Metabolic reprogramming regulates histone lactylation during zebrafish caudal fin regeneration

Tissue regeneration relies on precise molecular mechanisms controlling cell fate transitions, with cell metabolism emerging as a key regulator. Lactate-derived histone lactylation has recently been identified as an important epigenetic modification involved in the regulation of gene expression across various biological processes. In this study, we report an increase in global histone lactylation and H3K18Lac levels in the mesenchyme and osteoblasts of the zebrafish caudal fin, during the early stages of regeneration. Our findings demonstrate that this epigenetic modification is functionally regulated by increased lactate levels, while inhibition of glycolysis and lactate production significantly reduces histone lactylation.
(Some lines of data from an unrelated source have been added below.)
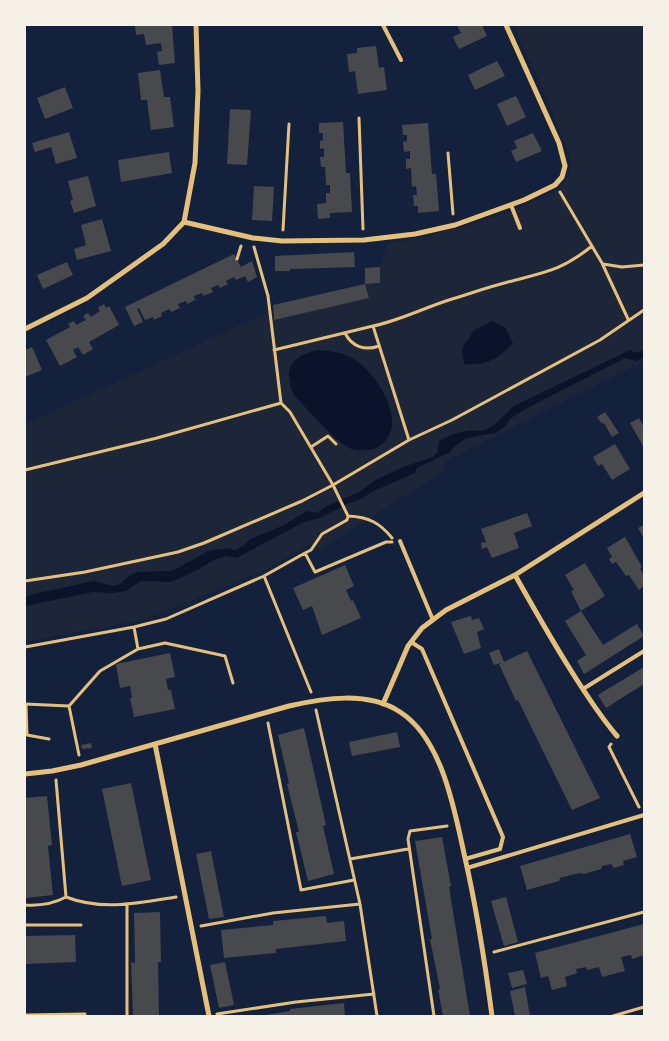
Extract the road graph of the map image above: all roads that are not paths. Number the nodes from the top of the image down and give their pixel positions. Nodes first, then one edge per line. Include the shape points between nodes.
1 (196, 25) edge
2 (383, 25) edge
3 (506, 25) edge
4 (401, 60) dead end
5 (511, 205) junction
6 (184, 222) junction
7 (520, 228) dead end
8 (25, 329) edge
9 (644, 493) edge
10 (400, 541) road end
11 (515, 575) junction
12 (433, 620) junction
13 (411, 642) junction
14 (644, 651) edge
15 (583, 689) junction
16 (383, 704) junction
17 (617, 736) road end
18 (155, 744) junction
19 (25, 774) edge
20 (644, 815) edge
21 (465, 860) junction
22 (467, 868) junction
23 (209, 1016) edge
24 (492, 1016) edge

1 - 6 street via 198,91 194,163
2 - 4 lane
3 - 5 street via 565,166 555,185
5 - 6 street via 455,226 364,240 252,238
5 - 7 lane
6 - 8 street via 163,244 86,298
9 - 11 street
10 - 12 lane
11 - 12 street via 446,610
11 - 15 street
12 - 13 street
13 - 16 street
13 - 21 lane via 422,649 503,838 500,849
14 - 15 lane
15 - 17 street
16 - 18 street via 349,699 313,700
16 - 21 street via 400,712 427,742 446,781
18 - 19 street via 81,765
18 - 23 street
20 - 22 lane
21 - 22 street
22 - 24 street

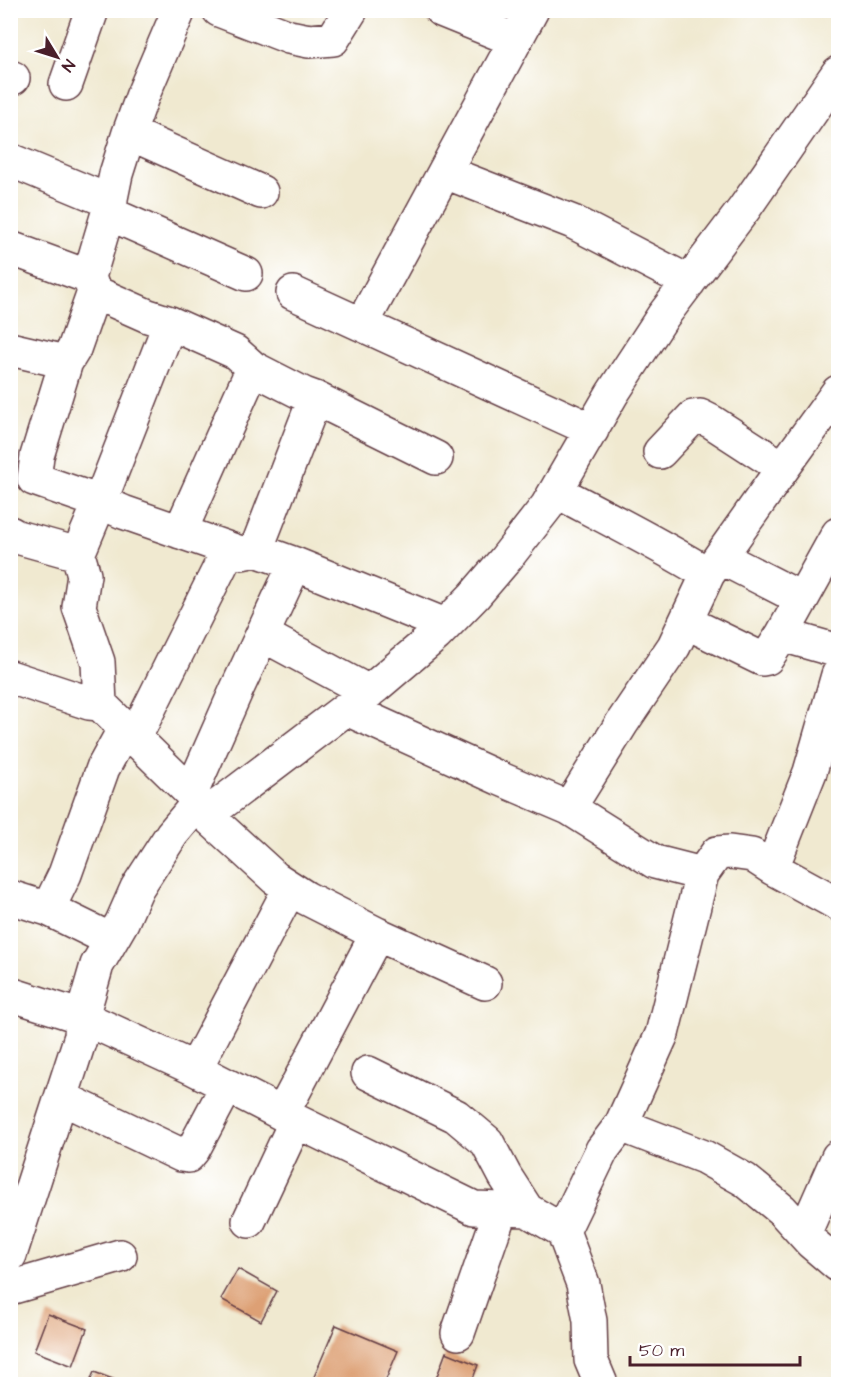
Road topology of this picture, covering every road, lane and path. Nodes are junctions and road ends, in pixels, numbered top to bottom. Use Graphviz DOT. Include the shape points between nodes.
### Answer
graph roads {
  1 [pos="92,10"];
  2 [pos="179,10"];
  3 [pos="219,10"];
  4 [pos="351,10"];
  5 [pos="441,10"];
  6 [pos="532,10"];
  7 [pos="515,40"];
  8 [pos="838,73"];
  9 [pos="66,84"];
  10 [pos="129,133"];
  11 [pos="10,160"];
  12 [pos="445,172"];
  13 [pos="261,192"];
  14 [pos="109,208"];
  15 [pos="10,248"];
  16 [pos="246,274"];
  17 [pos="689,282"];
  18 [pos="92,285"];
  19 [pos="293,293"];
  20 [pos="170,323"];
  21 [pos="362,324"];
  22 [pos="10,349"];
  23 [pos="66,362"];
  24 [pos="253,368"];
  25 [pos="838,392"];
  26 [pos="315,398"];
  27 [pos="592,430"];
  28 [pos="660,452"];
  29 [pos="436,458"];
  30 [pos="783,468"];
  31 [pos="556,491"];
  32 [pos="100,502"];
  33 [pos="180,532"];
  34 [pos="10,533"];
  35 [pos="838,534"];
  36 [pos="242,550"];
  37 [pos="78,554"];
  38 [pos="296,564"];
  39 [pos="714,565"];
  40 [pos="802,599"];
  41 [pos="686,622"];
  42 [pos="446,625"];
  43 [pos="263,635"];
  44 [pos="782,635"];
  45 [pos="838,651"];
  46 [pos="838,675"];
  47 [pos="10,677"];
  48 [pos="358,700"];
  49 [pos="100,704"];
  50 [pos="130,732"];
  51 [pos="198,804"];
  52 [pos="569,808"];
  53 [pos="772,868"];
  54 [pos="702,874"];
  55 [pos="290,888"];
  56 [pos="10,897"];
  57 [pos="838,904"];
  58 [pos="48,909"];
  59 [pos="377,934"];
  60 [pos="111,940"];
  61 [pos="485,983"];
  62 [pos="10,994"];
  63 [pos="82,1017"];
  64 [pos="195,1070"];
  65 [pos="368,1073"];
  66 [pos="227,1086"];
  67 [pos="62,1098"];
  68 [pos="289,1118"];
  69 [pos="621,1125"];
  70 [pos="838,1157"];
  71 [pos="514,1209"];
  72 [pos="249,1221"];
  73 [pos="563,1231"];
  74 [pos="804,1234"];
  75 [pos="10,1255"];
  76 [pos="120,1256"];
  77 [pos="838,1265"];
  78 [pos="10,1288"];
  79 [pos="458,1334"];
  80 [pos="600,1384"];
  1 -- 9 [label="street"];
  2 -- 10 [label="street"];
  3 -- 4 [label="street" via="309,41 333,39"];
  5 -- 7 [label="street"];
  6 -- 7 [label="street"];
  7 -- 12 [label="street"];
  8 -- 17 [label="street"];
  10 -- 13 [label="street"];
  10 -- 14 [label="street"];
  11 -- 14 [label="street"];
  12 -- 17 [label="street" via="573,222"];
  12 -- 21 [label="street"];
  14 -- 16 [label="street"];
  14 -- 18 [label="street"];
  15 -- 18 [label="street"];
  17 -- 27 [label="street" via="663,316"];
  18 -- 20 [label="street" via="148,316"];
  18 -- 23 [label="street" via="74,350"];
  19 -- 21 [label="street"];
  20 -- 24 [label="street" via="235,352"];
  20 -- 32 [label="street"];
  21 -- 27 [label="street"];
  22 -- 23 [label="street"];
  23 -- 32 [label="street" via="37,456 34,479"];
  24 -- 26 [label="street"];
  24 -- 33 [label="street"];
  25 -- 30 [label="street"];
  26 -- 29 [label="street"];
  26 -- 36 [label="street"];
  27 -- 31 [label="street"];
  28 -- 30 [label="street" via="693,417 700,416"];
  30 -- 39 [label="street"];
  31 -- 39 [label="street" via="663,547"];
  31 -- 42 [label="street" via="504,561"];
  32 -- 33 [label="street"];
  32 -- 37 [label="street"];
  33 -- 36 [label="street"];
  34 -- 37 [label="street"];
  35 -- 40 [label="street"];
  36 -- 38 [label="street"];
  36 -- 50 [label="street"];
  37 -- 49 [label="street" via="84,575 79,607 98,662"];
  38 -- 42 [label="street"];
  38 -- 43 [label="street"];
  39 -- 40 [label="street"];
  39 -- 41 [label="street"];
  40 -- 44 [label="street"];
  41 -- 44 [label="street" via="762,659 767,658"];
  41 -- 52 [label="street"];
  42 -- 48 [label="street"];
  43 -- 48 [label="street"];
  43 -- 51 [label="street" via="236,691"];
  44 -- 45 [label="street"];
  46 -- 53 [label="street" via="810,772"];
  47 -- 49 [label="street"];
  48 -- 51 [label="street"];
  48 -- 52 [label="street" via="501,779"];
  49 -- 50 [label="street"];
  50 -- 51 [label="street"];
  50 -- 58 [label="street" via="103,768 65,874"];
  51 -- 55 [label="street"];
  51 -- 60 [label="street" via="172,834 137,888"];
  52 -- 54 [label="street" via="655,862"];
  53 -- 54 [label="street" via="752,855 717,853"];
  53 -- 57 [label="street"];
  54 -- 69 [label="street" via="662,1034"];
  55 -- 59 [label="street"];
  55 -- 64 [label="street"];
  56 -- 58 [label="street"];
  58 -- 60 [label="street"];
  59 -- 61 [label="street"];
  59 -- 68 [label="street"];
  60 -- 63 [label="street" via="97,965"];
  62 -- 63 [label="street"];
  63 -- 64 [label="street"];
  63 -- 67 [label="street" via="81,1036"];
  64 -- 66 [label="street"];
  65 -- 71 [label="street" via="456,1116 488,1142 505,1176"];
  66 -- 67 [label="street" via="188,1156"];
  66 -- 68 [label="street"];
  67 -- 75 [label="street"];
  68 -- 71 [label="street" via="474,1208"];
  68 -- 72 [label="street"];
  69 -- 73 [label="street" via="602,1150"];
  69 -- 74 [label="street" via="704,1157 745,1180"];
  70 -- 74 [label="street"];
  71 -- 73 [label="street"];
  71 -- 79 [label="street"];
  73 -- 80 [label="street" via="584,1284 591,1360"];
  74 -- 77 [label="street"];
  76 -- 78 [label="street"];
}
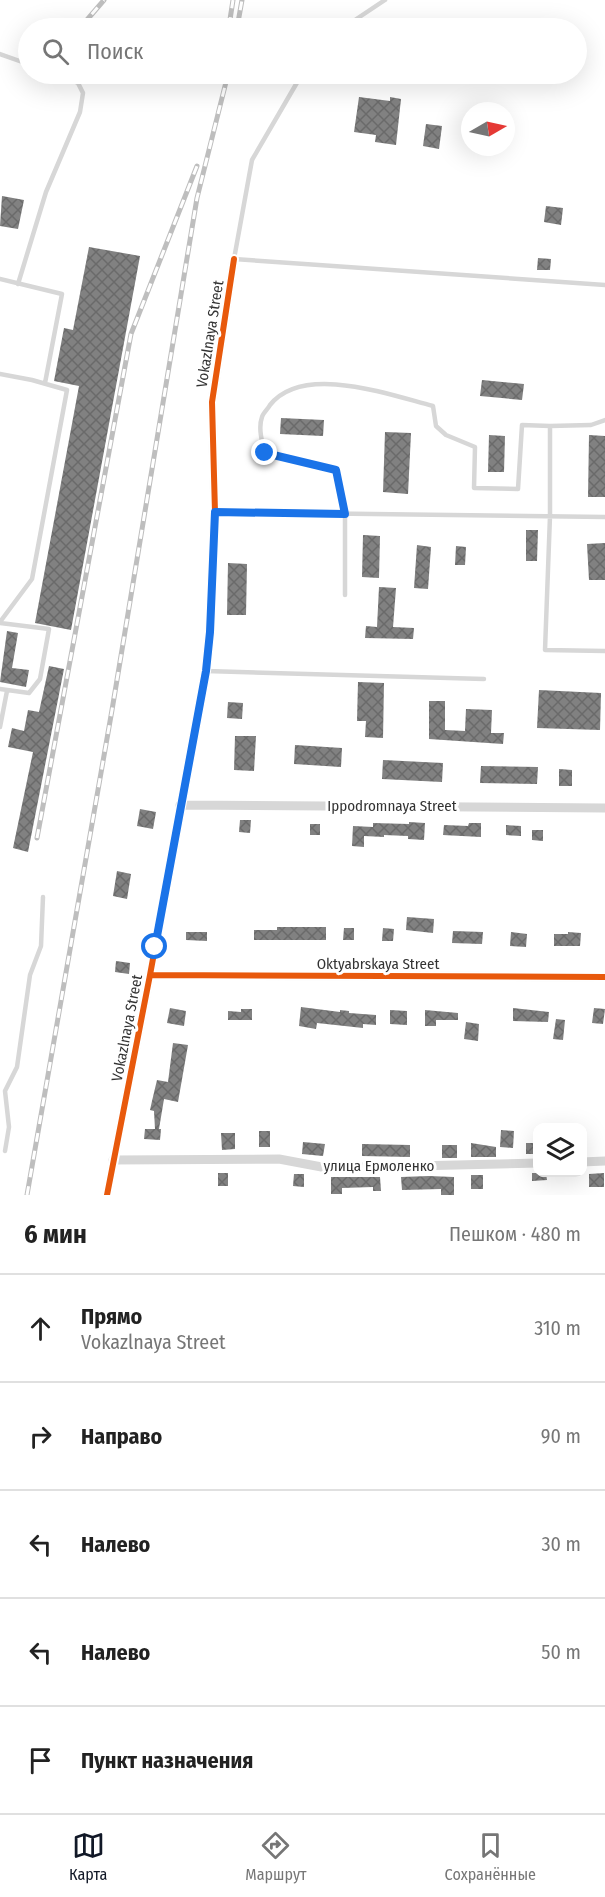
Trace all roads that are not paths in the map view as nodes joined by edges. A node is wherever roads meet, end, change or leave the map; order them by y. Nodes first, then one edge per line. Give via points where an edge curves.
1 (385, 0) edge
2 (358, 18) edge
3 (0, 54) edge
4 (18, 60) edge
5 (78, 84) edge
6 (296, 84) edge
7 (234, 259) junction
8 (0, 279) edge
9 (18, 284) junction
10 (605, 285) edge
11 (0, 374) edge
12 (45, 383) junction
13 (605, 420) edge
14 (550, 426) junction
15 (215, 512) junction
16 (345, 514) junction
17 (550, 516) junction
18 (605, 517) edge
19 (345, 595) dead end
20 (0, 623) edge
21 (605, 651) edge
22 (206, 671) junction
23 (484, 679) dead end
24 (0, 689) edge
25 (7, 691) junction
26 (0, 727) edge
27 (180, 805) junction
28 (605, 808) edge
29 (42, 897) dead end
30 (150, 975) junction
31 (605, 977) edge
32 (2, 1091) edge
33 (5, 1151) dead end
34 (113, 1160) junction
35 (605, 1161) edge
36 (587, 1162) edge
37 (533, 1163) edge
38 (107, 1195) edge

1 - 2 lane
3 - 4 lane
5 - 9 lane via 83,93 80,112 46,192
6 - 7 lane via 252,160
7 - 10 lane
7 - 15 street, Vokazlnaya Street via 212,402
8 - 9 lane
9 - 12 lane via 62,294
11 - 12 lane
12 - 20 lane via 67,390 32,579
13 - 14 lane via 591,425
14 - 16 lane via 522,425 518,489 474,488 475,447 446,435 436,426 433,406 344,384 301,386 276,398 262,416 260,432 265,453 336,470
14 - 17 lane
15 - 16 lane
15 - 22 street, Vokazlnaya Street
16 - 17 lane
16 - 19 lane
17 - 18 lane
17 - 21 lane via 546,650
20 - 25 lane via 49,629 40,679 28,693
22 - 23 lane
22 - 27 street, Vokazlnaya Street
24 - 25 lane
25 - 26 lane
27 - 28 street, Ippodromnaya Street
27 - 30 street, Vokazlnaya Street
29 - 32 lane via 41,946 30,975 17,1067
30 - 31 street, Oktyabrskaya Street
30 - 34 street, Vokazlnaya Street
32 - 33 lane via 9,1126
34 - 37 street, улица Ермоленко via 279,1159 327,1168
34 - 38 street, Vokazlnaya Street
35 - 36 street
These results suggest that metabolic reprogramming, in response to caudal fin injury, regulates histone lactylation, potentially modulating gene expression essential for cell plasticity and proliferation. This study expands our understanding of how metabolic-epigenetic interactions influence regenerative processes, providing valuable insights for the development of novel therapeutic strategies to enhance tissue repair. Overall design: RNA-seq profiling of zebrafish caudal fin regenerating tissue treated with Galloflavin or Vehicle (DMSO) and collected 24h after amputation.